Evaluates the parameter with matching name to a rectangular extent.

If crs is set, and the original coordinate reference system of the parameter can be determined, then the extent will be automatically reprojected so that it is in the specified crs. In this case the extent of the reproject rectangle will be returned.

parameterAsExtentCrs(self, parameters: Dict[str, Any], name: str, context: QgsProcessingContext)QgsCoordinateReferenceSystem

Returns the coordinate reference system associated with an extent parameter value.

parameterAsExtentGeometry(self, parameters: Dict[str, Any], name: str, context: QgsProcessingContext, crs: QgsCoordinateReferenceSystem = QgsCoordinateReferenceSystem())QgsGeometry

Evaluates the parameter with matching name to a rectangular extent, and returns a geometry covering this extent.

If crs is set, and the original coordinate reference system of the parameter can be determined, then the extent will be automatically reprojected so that it is in the specified crs. Unlike parameterAsExtent(), the reprojected rectangle returned by this function will no longer be a rectangle itself (i.e. this method returns the geometry of the actual reprojected rectangle, while parameterAsExtent() returns just the extent of the reprojected rectangle).

parameterAsFields(self, parameters: Dict[str, Any], name: str, context: QgsProcessingContext) → List[str]

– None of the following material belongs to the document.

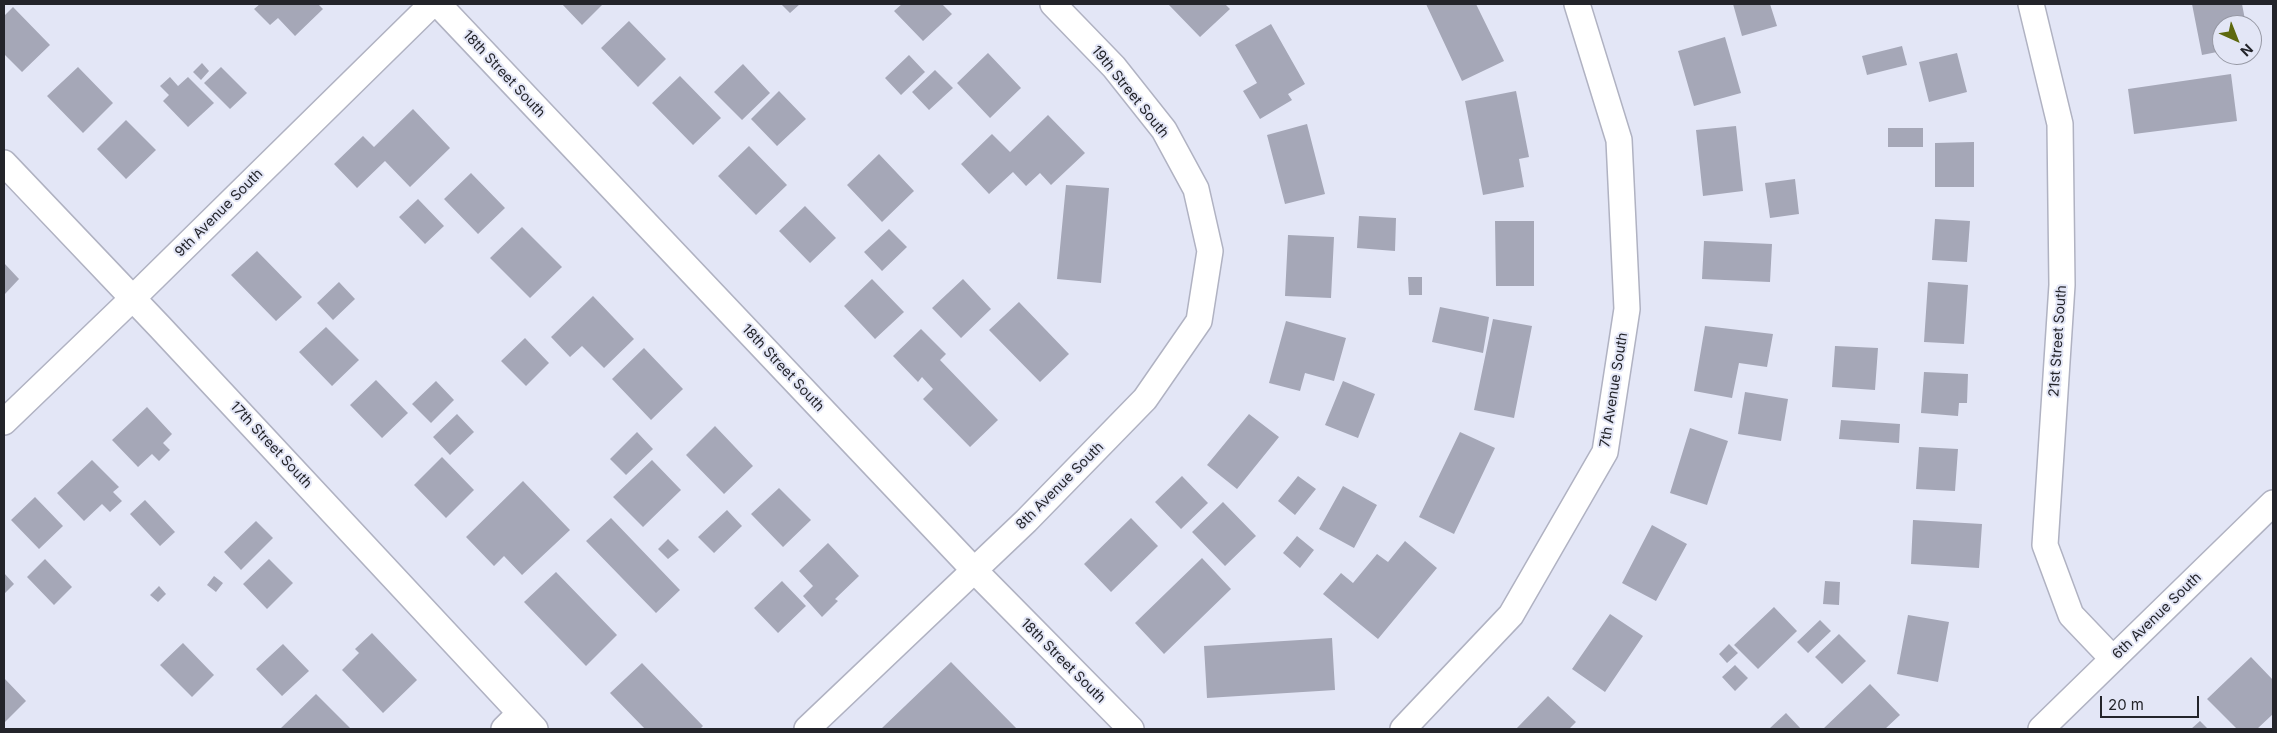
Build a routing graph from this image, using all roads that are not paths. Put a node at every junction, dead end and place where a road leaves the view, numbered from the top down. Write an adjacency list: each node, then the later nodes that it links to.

Evaluates the parameter with matching name to a list of fields.

parameterAsFile(self, parameters: Dict[str, Any], name: str, context: QgsProcessingContext) → str

Evaluates the parameter with matching name to a file/folder name.

parameterAsFileList(self, parameters: Dict[str, Any], name: str, context: QgsProcessingContext) → List[str]

Evaluates the parameter with matching name to a list of files (for QgsProcessingParameterMultipleLayers in QgsProcessing:TypeFile mode).

New in version 3.10.

parameterAsFileOutput(self, parameters: Dict[str, Any], name: str, context: QgsProcessingContext) → str

Evaluates the parameter with matching name to a file based output destination.

parameterAsGeometry(self, parameters: Dict[str, Any], name: str, context: QgsProcessingContext, crs: QgsCoordinateReferenceSystem = QgsCoordinateReferenceSystem())QgsGeometry

Evaluates the parameter with matching name to a geometry.

If crs is set then the geometry will be automatically reprojected so that it is in the specified crs.

parameterAsGeometryCrs(self, parameters: Dict[str, Any], name: str, context: QgsProcessingContext)QgsCoordinateReferenceSystem

Returns the coordinate reference system associated with a geometry parameter value.

parameterAsInt(self, parameters: Dict[str, Any], name: str, context: QgsProcessingContext) → int

Evaluates the parameter with matching name to a static integer value.

parameterAsInts(self, parameters: Dict[str, Any], name: str, context: QgsProcessingContext) → List[int]

Evaluates the parameter with matching name to a list of integer values.

New in version 3.4.

parameterAsLayer(self, parameters: Dict[str, Any], name: str, context: QgsProcessingContext)QgsMapLayer

Evaluates the parameter with matching name to a map layer.

Layers will either be taken from context’s active project, or loaded from external sources and stored temporarily in the context. In either case, callers do not need to handle deletion of the returned layer.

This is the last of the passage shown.